Thermal and Reliability Management for Commercial Multicore Processors Considering Workload Dependen

This work proposes a new dynamic thermal and reliability management framework via task mapping and migration to improve thermal performance and reliability of commercial multicore processors considering workload-dependent thermal hot spot stress. The new method is motivated by the observation that different workloads activate different spatial power and thermal hot spots within each core of processors. Existing run-time thermal management, which is based on on-chip location-fixed thermal sensor information, can lead to suboptimal management solutions as the temperatures provided by those sensors may not be the true hot spots.
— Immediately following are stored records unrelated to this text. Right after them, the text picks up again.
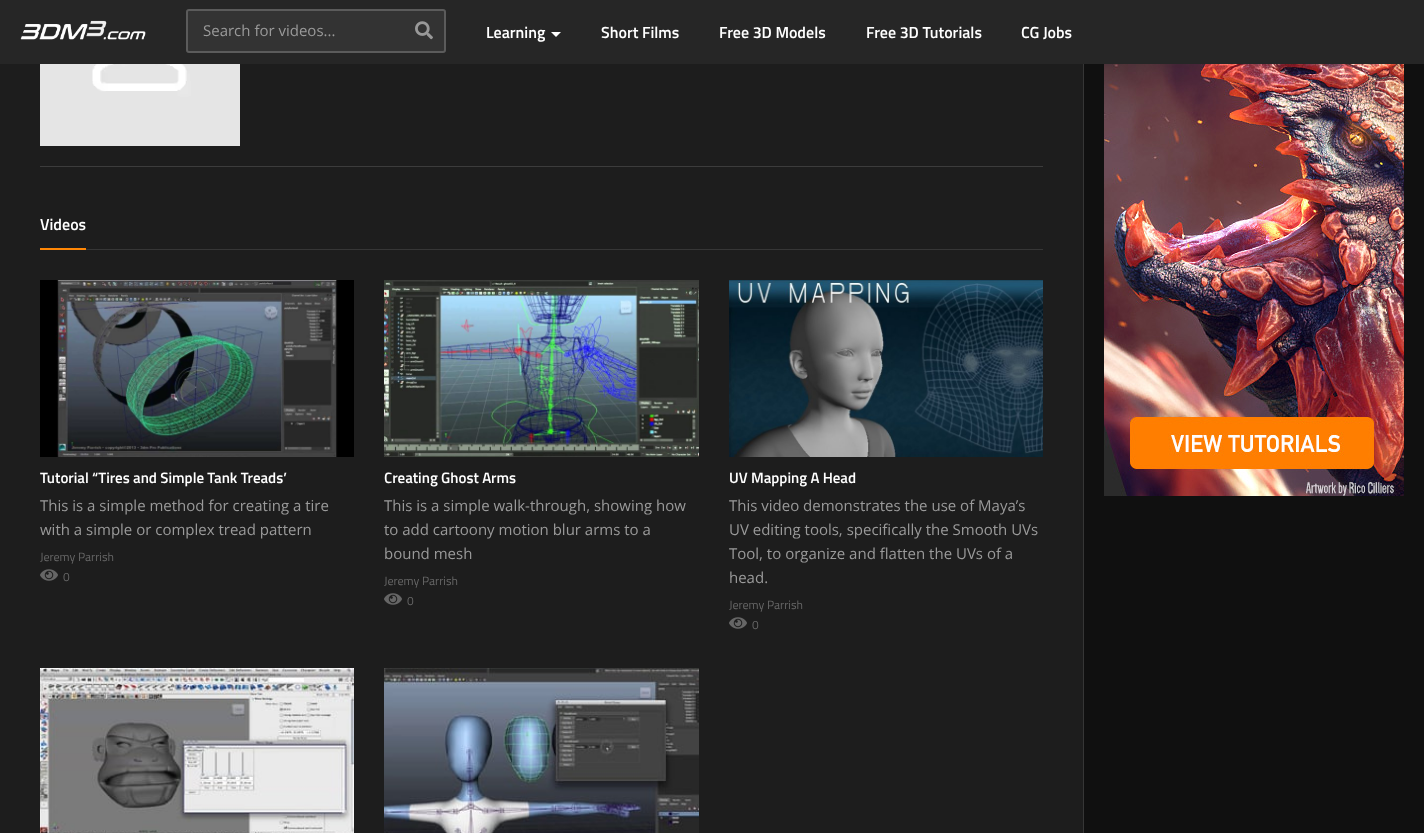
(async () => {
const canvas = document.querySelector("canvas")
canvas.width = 1424
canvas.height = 833
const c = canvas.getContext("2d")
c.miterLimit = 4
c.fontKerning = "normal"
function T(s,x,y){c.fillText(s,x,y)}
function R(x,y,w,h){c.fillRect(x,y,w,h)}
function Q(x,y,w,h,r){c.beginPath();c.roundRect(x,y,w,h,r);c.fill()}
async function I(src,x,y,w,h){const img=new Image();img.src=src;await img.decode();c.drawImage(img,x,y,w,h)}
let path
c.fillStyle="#101010"
R(0,0,1424,833)
c.fillStyle="#262626"
R(0,0,1424,64)
await I("1.png",20,20,126,20)
c.fillStyle="#333"
Q(186,9,260,44,3)
c.beginPath()
c.roundRect(187,10,258,42,2)
c.strokeStyle="#ffffff33"
c.lineWidth=2
c.stroke()
c.font="15px Open Sans"
c.fillStyle="#9a9a9a"
T("Search for videos...",203,36)
await I("2.png",415,21,18,19)
c.font="600 16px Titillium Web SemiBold"
c.fillStyle="#fff"
T("Learning",486,38)
path = new Path2D("M551 32h10l-5 5z")
c.fill(path)
T("Short Films",601,38)
T("Free 3D Models",719,38)
T("Free 3D Tutorials",866,38)
T("CG Jobs",1021,38)
c.fillStyle="#1d1d1d"
R(0,64,1083,769)
c.fillStyle="#363636"
R(1083,64,1,769)
await I("3.png",40,64,200,82)
c.fillStyle="#3c3c3c"
R(40,166,1003,1)
c.fillStyle="#363636"
R(86,249,957,1)
c.fillStyle="#fff"
T("Videos",40,230)
c.fillStyle="#ff8706"
R(40,248,46,2)
await I("4.png",40,280,314,177)
c.font="600 15px Titillium Web SemiBold"
c.fillStyle="#fff"
T("Tutorial “Tires and Simple Tank Treads’",40,483)
c.font="15px Open Sans"
c.fillStyle="#9a9a9a"
T("This is a simple method for creating a tire",40,511)
T("with a simple or complex tread pattern",40,535)
c.font="12px Titillium Web"
c.fillStyle="#666"
T("Jeremy Parrish",40,561)
await I("5.png",40,569,18,12)
T("0",63,581)
await I("6.png",384,280,315,177)
c.font="600 15px Titillium Web SemiBold"
c.fillStyle="#fff"
T("Creating Ghost Arms",384,483)
c.font="15px Open Sans"
c.fillStyle="#9a9a9a"
T("This is a simple walk-through, showing how",384,511)
T("to add cartoony motion blur arms to a",384,535)
T("bound mesh",384,559)
c.font="12px Titillium Web"
c.fillStyle="#666"
T("Jeremy Parrish",384,585)
await I("5.png",384,593,18,12)
T("0",407,605)
await I("7.png",729,280,314,177)
c.font="600 15px Titillium Web SemiBold"
c.fillStyle="#fff"
T("UV Mapping A Head",729,483)
c.font="15px Open Sans"
c.fillStyle="#9a9a9a"
T("This video demonstrates the use of Maya’s",729,511)
T("UV editing tools, specifically the Smooth UVs",729,535)
T("Tool, to organize and flatten the UVs of a",729,559)
T("head.",729,583)
c.font="12px Titillium Web"
c.fillStyle="#666"
T("Jeremy Parrish",729,609)
await I("5.png",729,617,18,12)
T("0",752,629)
await I("8.png",40,668,314,165)
await I("9.png",384,668,315,165)
await I("10.png",1104,64,300,432)
})()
The new method, called Hot-Trim, utilizes a machine learning-based approach to characterize the power density hot spots across each core, then a new task mapping/migration scheme is developed based on the hot spot stresses. Compared to existing works, the new approach is the first to optimize VLSI reliabilities by exploring workload-dependent power hot spots. The advantages of the proposed method over the Linux baseline task mapping and the temperature-based mapping method are demonstrated and validated on real commercial chips. Experiments on a real Intel Core i7 quad-core processor executing PARSEC-3.0 and SPLASH-2 benchmarks show that, compared to the existing Linux scheduler, core and hot spot temperature can be lowered by 1.15 °C–1.31 °C. In addition, Hot-Trim can improve the chip’s electro-migration (EM), negative biased temperature instability, and hot-carrier-injection (HCI) related reliability by 30.2%, 7.0%, and 31.1%, respectively, compared to Linux baseline without any performance degradation. Furthermore, it improves EM and HCI-related reliability by 29.6% and 19.6%, respectively, and at the same time even further reduces the temperature by half a degree compared to the conventional temperature-based mapping technique.